Valore e destini politici
Maria Luisa Suprani Querzoli
All’approssimarsi del 24 ottobre, la figura del generale Luigi Capello[1] riappare immancabilmente nei discorsi animati dei cultori della Grande Guerra, tesi a ridefinire le responsabilità sottese alla sconfitta di Caporetto. Si è ancora distanti dall’accettazione dell’analisi storica inerente al suo comando: le opinioni, infatti, si dividono nettamente, sfociando nella contrapposizione fra irriducibili detrattori e sostenitori pretoriani (in netta minoranza). L’odio che ancora intride certi giudizi tranchant risente – a distanza di oltre cent’anni – dell’operato parziale della Commissione d’Inchiesta, di cui rimane chiara traccia nella Relazione conclusiva. Essa riuscì, artatamente, a trasformare l’immagine del più valente tattico italiano della Prima guerra mondiale – a cui si devono, vale ricordare, la presa di Gorizia, determinante, nonché la schiacciante vittoria sulla Bainsizza – in quella del brutale macellaio privo di scrupoli.
Il persistere nella memoria collettiva di tale icona negativa[2] impedisce di considerare obiettivamente gli apporti tecnici e culturali[3] riconducibili a Capello, bastevoli di per sé ad assicurargli un posto di primissimo piano nella Storia Militare (non solo) d’Italia, malgrado le responsabilità – non esclusivamente a lui imputabili – inerenti a Caporetto.
Tale bilancio obiettivo del suo operato[4] non è reso possibile solo ora a distanza di tempo dai fatti: già durante il ripiegamento dall’Isonzo al Piave diversi furono gli Ufficiali che lamentarono i portati dell’assenza del Comandante, dapprima dettata da motivi di salute[5] e, in seguito, dall’allontanamento dalla zona di guerra decretato dall’avvio dell’inchiesta.

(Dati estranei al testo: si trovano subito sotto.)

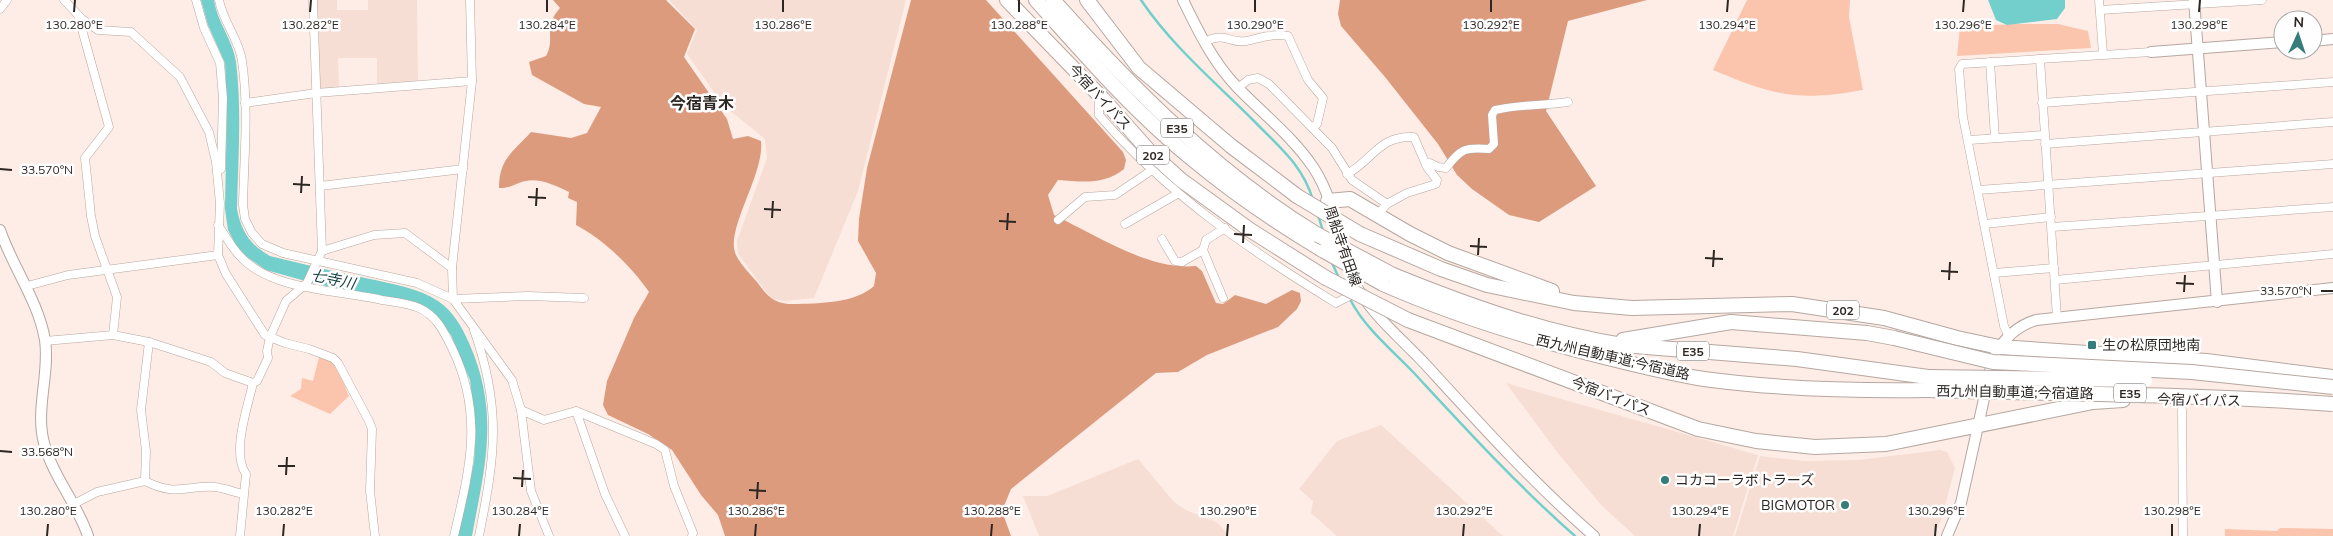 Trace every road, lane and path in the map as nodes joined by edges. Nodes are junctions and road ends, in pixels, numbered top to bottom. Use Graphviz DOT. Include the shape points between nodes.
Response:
graph roads {
  1 [pos="6,0"];
  2 [pos="64,0"];
  3 [pos="196,0"];
  4 [pos="220,0"];
  5 [pos="313,0"];
  6 [pos="470,0"];
  7 [pos="1007,0"];
  8 [pos="1036,0"];
  9 [pos="1053,0"];
  10 [pos="1087,0"];
  11 [pos="1183,0"];
  12 [pos="2099,0"];
  13 [pos="2262,0"];
  14 [pos="2195,2"];
  15 [pos="0,9"];
  16 [pos="2100,10"];
  17 [pos="78,14"];
  18 [pos="1204,42"];
  19 [pos="2273,43"];
  20 [pos="2198,48"];
  21 [pos="2150,52"];
  22 [pos="2103,54"];
  23 [pos="2040,59"];
  24 [pos="1990,62"];
  25 [pos="472,81"];
  26 [pos="2333,82"];
  27 [pos="1238,88"];
  28 [pos="2201,90"];
  29 [pos="316,93"];
  30 [pos="1103,99"];
  31 [pos="1568,102"];
  32 [pos="245,103"];
  33 [pos="2042,103"];
  34 [pos="2333,122"];
  35 [pos="1313,128"];
  36 [pos="2204,132"];
  37 [pos="1995,138"];
  38 [pos="1968,140"];
  39 [pos="2044,140"];
  40 [pos="1426,164"];
  41 [pos="2333,164"];
  42 [pos="464,169"];
  43 [pos="1152,170"];
  44 [pos="2208,173"];
  45 [pos="1347,174"];
  46 [pos="2048,185"];
  47 [pos="320,186"];
  48 [pos="1978,190"];
  49 [pos="1177,194"];
  50 [pos="1328,201"];
  51 [pos="220,204"];
  52 [pos="1387,204"];
  53 [pos="2333,207"];
  54 [pos="1377,215"];
  55 [pos="2210,216"];
  56 [pos="2051,217"];
  57 [pos="1058,220"];
  58 [pos="1125,224"];
  59 [pos="1985,224"];
  60 [pos="218,225"];
  61 [pos="2052,227"];
  62 [pos="1225,228"];
  63 [pos="1,233"];
  64 [pos="1162,239"];
  65 [pos="1202,250"];
  66 [pos="322,251"];
  67 [pos="2333,254"];
  68 [pos="218,255"];
  69 [pos="319,261"];
  70 [pos="2214,266"];
  71 [pos="452,268"];
  72 [pos="2054,268"];
  73 [pos="107,270"];
  74 [pos="1994,273"];
  75 [pos="2056,280"];
  76 [pos="305,285"];
  77 [pos="28,286"];
  78 [pos="2333,288"];
  79 [pos="1434,291"];
  80 [pos="1359,292"];
  81 [pos="584,298"];
  82 [pos="1223,298"];
  83 [pos="453,299"];
  84 [pos="2217,302"];
  85 [pos="1746,304"];
  86 [pos="1513,309"];
  87 [pos="2057,318"];
  88 [pos="471,321"];
  89 [pos="1644,330"];
  90 [pos="1670,331"];
  91 [pos="113,335"];
  92 [pos="270,337"];
  93 [pos="1590,340"];
  94 [pos="45,341"];
  95 [pos="149,342"];
  96 [pos="2004,342"];
  97 [pos="2333,377"];
  98 [pos="253,383"];
  99 [pos="1927,383"];
  100 [pos="2333,388"];
  101 [pos="2333,404"];
  102 [pos="2333,408"];
  103 [pos="521,410"];
  104 [pos="2182,410"];
  105 [pos="576,411"];
  106 [pos="1978,426"];
  107 [pos="145,481"];
  108 [pos="243,494"];
  109 [pos="74,504"];
  110 [pos="88,536"];
  111 [pos="239,536"];
  112 [pos="375,536"];
  113 [pos="454,536"];
  114 [pos="479,536"];
  115 [pos="548,536"];
  116 [pos="625,536"];
  117 [pos="692,536"];
  118 [pos="1594,536"];
  119 [pos="1947,536"];
  120 [pos="2182,536"];
  1 -- 15 [label="street"];
  2 -- 17 [label="street"];
  3 -- 51 [label="street" via="220,63 223,98"];
  4 -- 32 [label="street" via="242,61"];
  5 -- 29 [label="street"];
  6 -- 25 [label="street"];
  7 -- 30 [label="highway, 今宿バイパス / 202"];
  8 -- 99 [label="highway, 西九州自動車道;今宿道路 / E35, bridge" via="1114,84 1180,148 1242,198 1280,225 1383,284 1428,304 1540,341 1705,379 1851,391"];
  9 -- 79 [label="highway, 西九州自動車道;今宿道路 / E35, bridge" via="1160,112 1249,189 1318,235 1393,275"];
  10 -- 85 [label="highway, 202, bridge" via="1139,68 1231,146 1297,196 1360,234 1441,269 1487,285 1540,297 1632,308"];
  11 -- 18 [label="street, 周船寺有田線"];
  12 -- 16 [label="street"];
  13 -- 14 [label="street"];
  14 -- 16 [label="street"];
  14 -- 20 [label="street"];
  16 -- 22 [label="street"];
  17 -- 51 [label="street" via="98,30 131,32 180,77 209,132"];
  17 -- 73 [label="street" via="109,127 85,158 91,216"];
  18 -- 27 [label="street, 周船寺有田線"];
  18 -- 35 [label="street" via="1218,36 1244,42 1278,34 1288,36 1308,80 1323,98 1317,124"];
  19 -- 20 [label="street"];
  20 -- 21 [label="street"];
  20 -- 28 [label="street"];
  21 -- 22 [label="street"];
  22 -- 23 [label="street"];
  23 -- 24 [label="street"];
  23 -- 33 [label="street"];
  24 -- 37 [label="street"];
  24 -- 38 [label="street" via="1962,64 1959,69"];
  25 -- 29 [label="street"];
  25 -- 42 [label="street"];
  26 -- 28 [label="street"];
  27 -- 35 [label="street" via="1248,80 1258,78 1269,84"];
  27 -- 50 [label="street, 周船寺有田線" via="1297,145 1314,169"];
  28 -- 33 [label="street"];
  28 -- 36 [label="street"];
  29 -- 32 [label="street"];
  29 -- 47 [label="street"];
  30 -- 43 [label="street" via="1098,101 1099,115"];
  30 -- 106 [label="highway, 今宿バイパス / 202, bridge" via="1180,180 1250,230 1326,278 1408,320 1698,429 1756,441 1815,447 1886,444"];
  31 -- 40 [label="street" via="1533,107 1520,104 1495,110 1492,115 1494,144 1489,149 1468,148 1458,152 1446,168"];
  32 -- 69 [label="street" via="245,219 262,244"];
  33 -- 39 [label="street"];
  34 -- 36 [label="street"];
  35 -- 45 [label="street" via="1332,148"];
  36 -- 39 [label="street"];
  36 -- 44 [label="street"];
  37 -- 38 [label="street"];
  37 -- 39 [label="street"];
  38 -- 48 [label="street"];
  39 -- 46 [label="street"];
  40 -- 45 [label="street" via="1414,137 1400,136 1385,143"];
  40 -- 52 [label="street" via="1437,180 1436,184 1407,193"];
  41 -- 44 [label="street"];
  42 -- 47 [label="street"];
  42 -- 71 [label="street"];
  43 -- 49 [label="street"];
  43 -- 57 [label="street" via="1115,195 1086,197"];
  44 -- 46 [label="street"];
  44 -- 55 [label="street"];
  45 -- 52 [label="street"];
  46 -- 48 [label="street"];
  46 -- 56 [label="street"];
  47 -- 66 [label="street"];
  48 -- 59 [label="street"];
  49 -- 58 [label="street"];
  49 -- 62 [label="street"];
  50 -- 54 [label="highway" via="1350,199"];
  50 -- 80 [label="street, 周船寺有田線"];
  51 -- 60 [label="street"];
  52 -- 54 [label="street"];
  53 -- 55 [label="street"];
  54 -- 85 [label="highway" via="1448,253 1544,289 1606,300"];
  55 -- 61 [label="street"];
  55 -- 70 [label="street"];
  56 -- 59 [label="street"];
  56 -- 61 [label="street"];
  59 -- 74 [label="street"];
  60 -- 68 [label="street"];
  60 -- 76 [label="street" via="240,257 265,275"];
  61 -- 72 [label="street"];
  62 -- 65 [label="street" via="1206,240"];
  62 -- 80 [label="street" via="1277,267 1336,303"];
  63 -- 77 [label="street"];
  64 -- 65 [label="street" via="1175,261 1182,262"];
  65 -- 82 [label="street"];
  66 -- 69 [label="street"];
  66 -- 71 [label="street" via="374,235 405,233"];
  67 -- 70 [label="street"];
  68 -- 73 [label="street"];
  68 -- 92 [label="street" via="254,320"];
  69 -- 76 [label="street"];
  69 -- 83 [label="street" via="417,283"];
  70 -- 75 [label="street"];
  70 -- 84 [label="street"];
  71 -- 83 [label="street"];
  72 -- 74 [label="street"];
  72 -- 75 [label="street"];
  73 -- 77 [label="street" via="68,275"];
  73 -- 91 [label="street" via="117,298"];
  74 -- 96 [label="street"];
  75 -- 87 [label="street"];
  76 -- 92 [label="street" via="286,301"];
  76 -- 113 [label="street" via="419,308 440,324 468,389 472,428 469,476"];
  77 -- 94 [label="street"];
  78 -- 84 [label="street"];
  79 -- 86 [label="highway"];
  79 -- 93 [label="highway, 西九州自動車道;今宿道路 / E35"];
  80 -- 118 [label="street, 周船寺有田線" via="1524,472"];
  81 -- 83 [label="street"];
  83 -- 88 [label="street"];
  84 -- 87 [label="street"];
  85 -- 96 [label="highway, 202" via="1792,304 1856,312 1957,338"];
  87 -- 96 [label="street" via="2020,325"];
  88 -- 103 [label="street" via="512,380"];
  88 -- 114 [label="street" via="491,389 494,440"];
  89 -- 90 [label="highway"];
  90 -- 93 [label="highway" via="1630,339"];
  90 -- 100 [label="highway, bridge" via="1731,322 1867,333 1992,362 2192,372"];
  91 -- 94 [label="street"];
  91 -- 95 [label="street"];
  92 -- 98 [label="street" via="268,358"];
  92 -- 112 [label="street" via="333,358 369,421 373,450 370,491"];
  93 -- 99 [label="highway, 西九州自動車道;今宿道路 / E35" via="1836,363"];
  94 -- 109 [label="street" via="41,410 43,440 50,464"];
  95 -- 98 [label="street" via="211,362 225,373"];
  95 -- 107 [label="street" via="141,410 146,451"];
  96 -- 97 [label="highway, 202"];
  96 -- 106 [label="street" via="1993,358"];
  98 -- 108 [label="street" via="239,453 246,474"];
  99 -- 100 [label="highway, 西九州自動車道;今宿道路 / E35, bridge" via="2139,380"];
  99 -- 101 [label="highway, 西九州自動車道;今宿道路 / E35, bridge"];
  102 -- 106 [label="highway, 今宿バイパス / 202" via="2223,399 2138,399 2093,402"];
  103 -- 105 [label="street" via="544,420"];
  103 -- 115 [label="street" via="532,491"];
  104 -- 120 [label="street"];
  105 -- 116 [label="street" via="605,494"];
  105 -- 117 [label="street" via="665,450"];
  106 -- 119 [label="street" via="1961,503"];
  107 -- 108 [label="street" via="159,488 214,487"];
  107 -- 109 [label="street" via="97,492"];
  108 -- 111 [label="street"];
  109 -- 110 [label="street"];
}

Vuol dire che, se mi daranno un cicchetto, te lo comunicherò e tu ne terrai conto per darmene uno di meno quando tornerai per riprendere il comando dell’armata, cosa che auguro e spero succeda molto presto, troppo diversi essendo i metodi di governo attuali, da quelli ai quali eravamo abituati, e che portavano ben altri frutti.[6]
Se lui fosse stato qui a Giugno si sarebbe potuto fare molto di più – il fronte lo consentiva […] non c’è che Lui che possa riportarci a Gorizia.[7]
«“Lo vidi percorrere a piedi tratti della valle dell’Aucek, dell’altipiano di Ver e di Bate, località che erano quasi sempre battute dall’artiglieria nemica. Chiunque incontrava, animava ed incitava”. […] “S.E. il Generale Capello fra le truppe del 24° Corpo d’Armata godeva molto ascendente. Era ritenuto un grande Comandante. Rammento che durante il ripiegamento di Caporetto numerosi ufficiali e militari di truppa esclamavano queste testuali parole: Se ci fosse il Generale Capello non si ripiegherebbe certo a questo modo”»[8]. La testimonianza di Da Pozzo pose poi in luce senza perifrasi la missione meramente politica della Commissione d’Inchiesta su Caporetto: «nel 1922 “a Torino, a Milano, a Roma, a Trieste, dove in questi ultimi mesi risiedei a lungo, non ho sentito che parole di elogio per il valore e la capacità del generale Capello. Da numerosi ufficiali ho sentito commentare non benevolmente il provvedimento che lo allontanò dall’Esercito”»[9].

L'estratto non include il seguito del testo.